1. The io.BytesIO.write() C implementation does not accept array.array() objects. I suspect it only accepts objects implementing the “new” memoryview() buffer protocol, and array() only implements the “old” buffer() protocol.

In Python 2, is array.array() considered a bytes-like object? If so, the proposed update to the write() documentation is not consistent. Perhaps it is a real bug to fix in the BytesIO implementation. Or is test_array_writes() just going too far for Python 2?

I added code to skip the relevant test in test_array_writes(). Maybe it would be simplest to document that in general, BufferedIOBase.write() only has to accept “new” memoryview()-able objects.

2. The _pyio.BufferedIOBase.readinto() native Python implementation cannot assign into arbitrary bytes-like objects. Python 2 does not have memoryview.cast("B"), buffer() objects seem to be read-only, and I can’t think of any other easy way.

I reverted back to only testing native Python readinto() methods with bytearray(). But perhaps it would be best to document that for Python 2, only memoryview()-able arrays of bytes are acceptable, which should be practical to  handle in native Python code.

3. The _pyio.BytesIO.write() and BufferedWriter.write() native Python implementations did not handle obscure bytes-like objects well. I added buffer() calls to the code. But I am not sure this is a good idea, because it will raise warnings with “python -3”. An alternative might be to again only require write() to accept memoryview()-able arrays of bytes.

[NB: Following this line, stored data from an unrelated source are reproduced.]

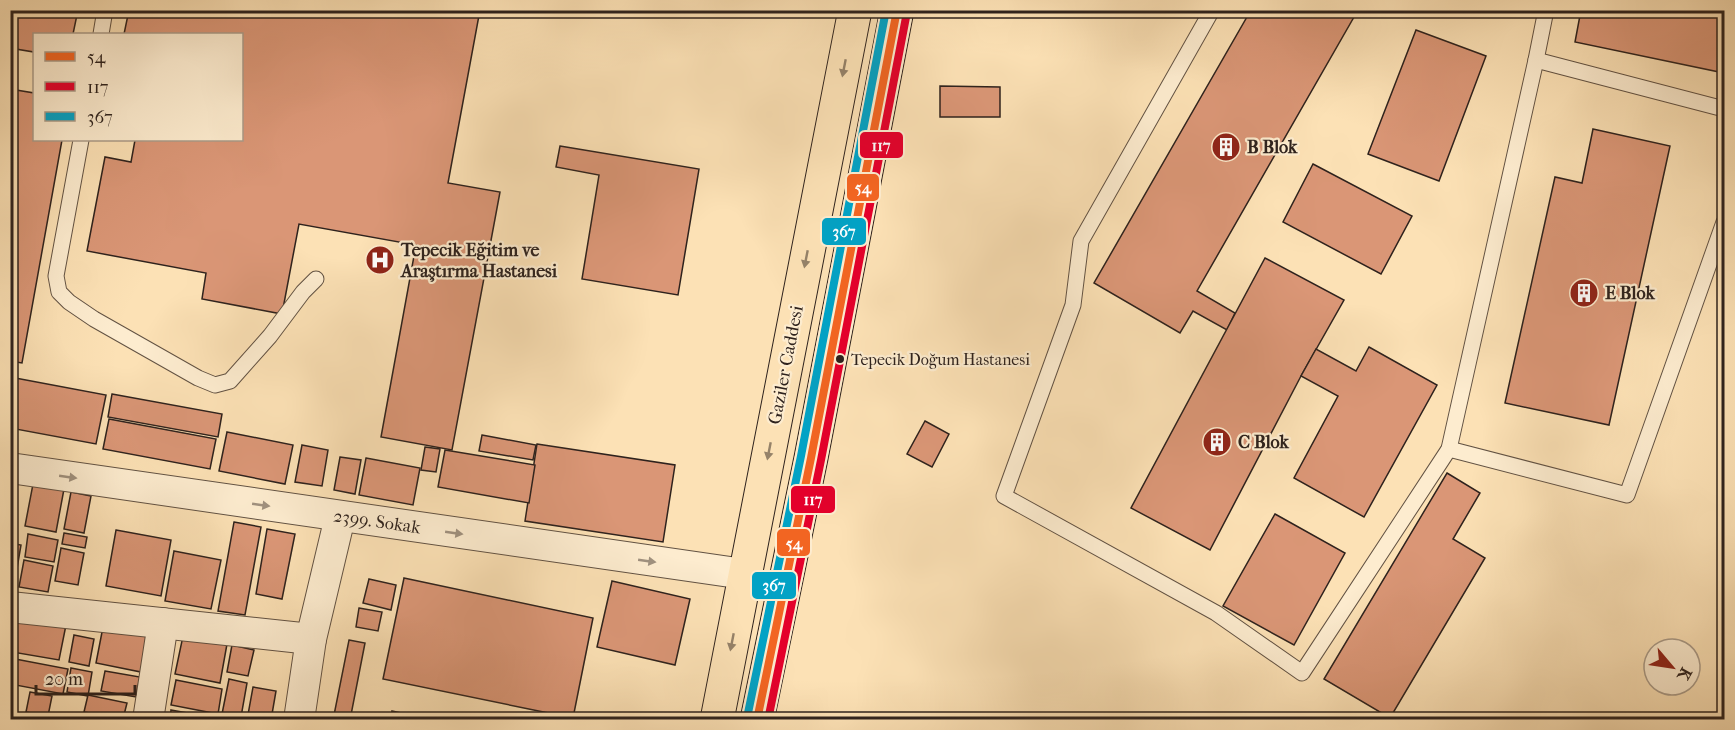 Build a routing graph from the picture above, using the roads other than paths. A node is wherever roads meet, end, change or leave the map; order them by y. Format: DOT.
graph roads {
  1 [pos="105,10"];
  2 [pos="855,10"];
  3 [pos="897,10"];
  4 [pos="1212,10"];
  5 [pos="1546,10"];
  6 [pos="101,33"];
  7 [pos="1536,60"];
  8 [pos="1725,109"];
  9 [pos="81,141"];
  10 [pos="1725,222"];
  11 [pos="316,279"];
  12 [pos="1449,449"];
  13 [pos="10,468"];
  14 [pos="340,517"];
  15 [pos="744,574"];
  16 [pos="10,607"];
  17 [pos="163,623"];
  18 [pos="311,639"];
  19 [pos="148,720"];
  20 [pos="299,720"];
  21 [pos="717,720"];
  22 [pos="757,720"];
  1 -- 6 [label="lane"];
  2 -- 15 [label="main road, Gaziler Caddesi, one-way"];
  3 -- 22 [label="main road"];
  4 -- 12 [label="lane"];
  5 -- 7 [label="lane"];
  7 -- 8 [label="lane"];
  7 -- 12 [label="lane"];
  9 -- 11 [label="lane"];
  10 -- 12 [label="lane"];
  13 -- 14 [label="street, 2399. Sokak, one-way"];
  14 -- 15 [label="street, 2399. Sokak, one-way"];
  14 -- 18 [label="street"];
  15 -- 21 [label="main road, Gaziler Caddesi, one-way"];
  16 -- 17 [label="street"];
  17 -- 18 [label="street"];
  17 -- 19 [label="street"];
  18 -- 20 [label="street"];
}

Perhaps the Python 2 definition of “bytes-like object” should be restricted to the “new” memoryview() buffer protocol, and to 1-D arrays of bytes. I.e. memoryview(byteslike).ndim == 1 and memoryview(byteslike).format == "B".
msg266525 - (view) Author: Roundup Robot (python-dev) (Python triager) Date: 2016-05-28 01:35
New changeset bd41151a7429 by Martin Panter in branch '3.5':
Issue #20699: Document that “io” methods accept bytes-like objects
https://hg.python.org/cpython/rev/bd41151a7429

New changeset c1b40a29dc7a by Martin Panter in branch 'default':
Issue #20699: Merge io bytes-like fixes from 3.5
https://hg.python.org/cpython/rev/c1b40a29dc7a
msg266537 - (view) Author: Serhiy Storchaka (serhiy.storchaka) * (Python committer) Date: 2016-05-28 06:44
Things are more complex in 2.7. Not all objects supporting old buffer protocol support new buffer protocol, and not all functions accepting old buffer protocol work with new buffer protocol.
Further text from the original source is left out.